目前SARS-CoV-2確診主要依靠病毒核酸檢測，但核酸檢測存在采樣不合格導致的漏診、對檢測條件要求較高及檢測流程時間長等不足[45]。與核酸檢測相比，抗體檢測標本易采集且質量有保證、檢測簡單快捷、準確、容易實現高通量、成本低等優點，但其檢測往往滯后于核酸檢測，在檢測靈敏度上也低于核酸檢測，是對SARS-CoV-2核酸檢測假陰性有效互補的檢測指標[46]，也用于與核酸檢測協同使用對疑似病例診斷。動態檢測IgM和IgG變化過程，更能對SARS-CoV-2感染的肺炎進行輔助診斷和反映疾病進程[47]。CT檢查只有在肺部已經產生炎癥反應、組織器官發生器質性病變的情況下才能在影像學上呈現異常，具有一定的滯后性。因此，SARS-CoV-2的診斷應結合臨床特征、胸部影像學、核酸檢測和抗體檢測確定。

6 SARS-CoV-2的治療

SARS-CoV-2 感染患者沒有特定的治療方法，危重病人的病死率高達60%，開發新的降低疾病嚴重程度和病例死亡率的藥物和疫苗是重中之重。由于SARS-CoV-2與ACE2的結合依賴于與絲氨酸蛋白酶的相互作用和S蛋白的裂解，基于ACE2阻滯劑和絲氨酸蛋白酶特異性抑制劑或刺突蛋白的疫苗可能是治療SARS-CoV-2感染的潛在方法[48- 49]；CR3022、GSK1838705A、KT203、KT185、BMS195614等分子與病毒S蛋白的RBD具有較強的親和力，這些分子可以通過與病毒結合來幫助控制快速感染，成為新型抗SARS-CoV-2 的藥物[50- 51]。目前，包括中國在內的多個國家已成功分離出 SARS-CoV-2 毒株并進行疫苗的研發，包括重組疫苗、mRNA疫苗、腺病毒載體疫苗等[52]。

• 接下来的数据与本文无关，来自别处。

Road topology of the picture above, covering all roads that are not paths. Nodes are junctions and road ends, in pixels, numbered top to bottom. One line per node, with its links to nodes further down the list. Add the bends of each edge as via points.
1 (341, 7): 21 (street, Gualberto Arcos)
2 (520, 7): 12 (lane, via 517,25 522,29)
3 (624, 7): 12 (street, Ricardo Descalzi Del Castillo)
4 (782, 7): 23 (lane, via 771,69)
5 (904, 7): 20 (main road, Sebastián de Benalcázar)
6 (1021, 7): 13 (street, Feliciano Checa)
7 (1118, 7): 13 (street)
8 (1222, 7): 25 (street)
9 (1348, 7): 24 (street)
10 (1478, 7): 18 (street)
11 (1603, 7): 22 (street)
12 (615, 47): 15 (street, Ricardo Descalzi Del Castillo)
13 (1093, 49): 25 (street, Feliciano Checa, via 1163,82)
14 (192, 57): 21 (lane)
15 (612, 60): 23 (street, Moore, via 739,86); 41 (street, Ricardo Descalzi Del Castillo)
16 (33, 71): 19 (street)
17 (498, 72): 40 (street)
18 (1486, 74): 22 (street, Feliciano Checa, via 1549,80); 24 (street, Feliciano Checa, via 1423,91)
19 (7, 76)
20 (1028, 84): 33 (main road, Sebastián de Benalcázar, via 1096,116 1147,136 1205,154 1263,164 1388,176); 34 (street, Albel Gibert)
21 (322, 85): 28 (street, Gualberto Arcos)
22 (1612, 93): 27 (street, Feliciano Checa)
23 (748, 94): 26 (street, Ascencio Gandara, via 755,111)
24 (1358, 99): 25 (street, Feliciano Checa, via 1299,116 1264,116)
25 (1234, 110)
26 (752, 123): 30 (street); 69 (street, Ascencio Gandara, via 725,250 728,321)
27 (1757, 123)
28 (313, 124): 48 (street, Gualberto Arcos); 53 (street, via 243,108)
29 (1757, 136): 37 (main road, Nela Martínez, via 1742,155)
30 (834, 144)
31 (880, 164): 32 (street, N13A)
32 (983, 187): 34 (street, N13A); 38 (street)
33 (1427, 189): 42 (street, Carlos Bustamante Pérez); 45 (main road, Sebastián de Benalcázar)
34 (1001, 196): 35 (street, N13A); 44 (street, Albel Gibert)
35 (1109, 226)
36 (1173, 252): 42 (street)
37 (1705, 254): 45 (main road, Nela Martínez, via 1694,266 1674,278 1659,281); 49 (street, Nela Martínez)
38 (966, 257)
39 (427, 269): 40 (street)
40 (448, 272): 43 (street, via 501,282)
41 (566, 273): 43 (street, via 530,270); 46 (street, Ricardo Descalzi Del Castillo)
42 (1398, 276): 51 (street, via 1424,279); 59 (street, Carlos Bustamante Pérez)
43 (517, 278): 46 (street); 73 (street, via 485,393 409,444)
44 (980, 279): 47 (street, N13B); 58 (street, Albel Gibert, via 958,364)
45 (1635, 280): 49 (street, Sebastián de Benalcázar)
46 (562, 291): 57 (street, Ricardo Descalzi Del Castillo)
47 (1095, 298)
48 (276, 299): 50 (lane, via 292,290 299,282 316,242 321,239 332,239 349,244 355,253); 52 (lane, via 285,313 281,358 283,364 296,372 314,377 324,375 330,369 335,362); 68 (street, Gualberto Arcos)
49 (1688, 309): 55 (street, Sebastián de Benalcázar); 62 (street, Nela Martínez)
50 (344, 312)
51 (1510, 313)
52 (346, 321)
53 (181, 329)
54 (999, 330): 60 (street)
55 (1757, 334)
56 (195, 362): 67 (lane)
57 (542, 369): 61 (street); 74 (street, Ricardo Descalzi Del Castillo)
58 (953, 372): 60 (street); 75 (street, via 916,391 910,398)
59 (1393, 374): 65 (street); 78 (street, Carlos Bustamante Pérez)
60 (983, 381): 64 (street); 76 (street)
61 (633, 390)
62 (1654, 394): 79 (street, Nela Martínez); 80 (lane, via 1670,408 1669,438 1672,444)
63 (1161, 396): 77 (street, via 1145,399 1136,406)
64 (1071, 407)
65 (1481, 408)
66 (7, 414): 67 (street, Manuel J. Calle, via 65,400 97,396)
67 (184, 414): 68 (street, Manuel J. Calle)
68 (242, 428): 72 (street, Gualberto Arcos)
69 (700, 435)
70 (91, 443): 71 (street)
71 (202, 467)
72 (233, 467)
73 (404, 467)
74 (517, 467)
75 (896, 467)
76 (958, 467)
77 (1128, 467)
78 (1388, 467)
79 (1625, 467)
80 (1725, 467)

Zheng等[53]通過調研大量文獻發現，細胞因子風暴被認為是SARS-CoV-2導致嚴重疾病和死亡的主要原因，而細胞因子產生的原因可能與抗體依賴性增強(antibody-dependent enhancement，ADE)相關的交叉反應性抗體有關。事實證明，中老年人的抗體濃度高于年輕人，而中老年人等容易發展成為重癥，死亡率也更高[21,38,40]。由于ADE的特性開發SARS-CoV-2疫苗將更加困難。研究發現雷帕霉素(rapamycin, mTOR)抑制劑能夠選擇性地抑制SARS-CoV-2早期高危患者記憶B細胞的激活，減少病毒交叉反應抗體的產生，規避ADE效應，降低SARS-CoV-2的嚴重程度。最新研究也支持mTOR抑制劑治療SARS-CoV-2的潛力[54- 55]。

7 展 望

面對SARS-CoV-2大流行，我們成功分離出病毒，并開發了多種核酸檢測和抗體檢測方法，為疾病的診斷和治療提供了實驗室依據，也為疫苗的研發開啟了大門。鑒于目前檢測試劑盒多為國家緊急審批的，未進行臨床驗證，進一步提高現有SARS-CoV-2檢測技術的靈敏度和準確性、開發新型特異檢測方法成為主要的研究方向。SARS-CoV-2全球大流行，在全世界范圍內產生對藥物和疫苗的迫切需求。目前尚未明確特定的手段治療COVID-19，需要繼續研發針對不同程度、不同癥狀患者的治療藥物。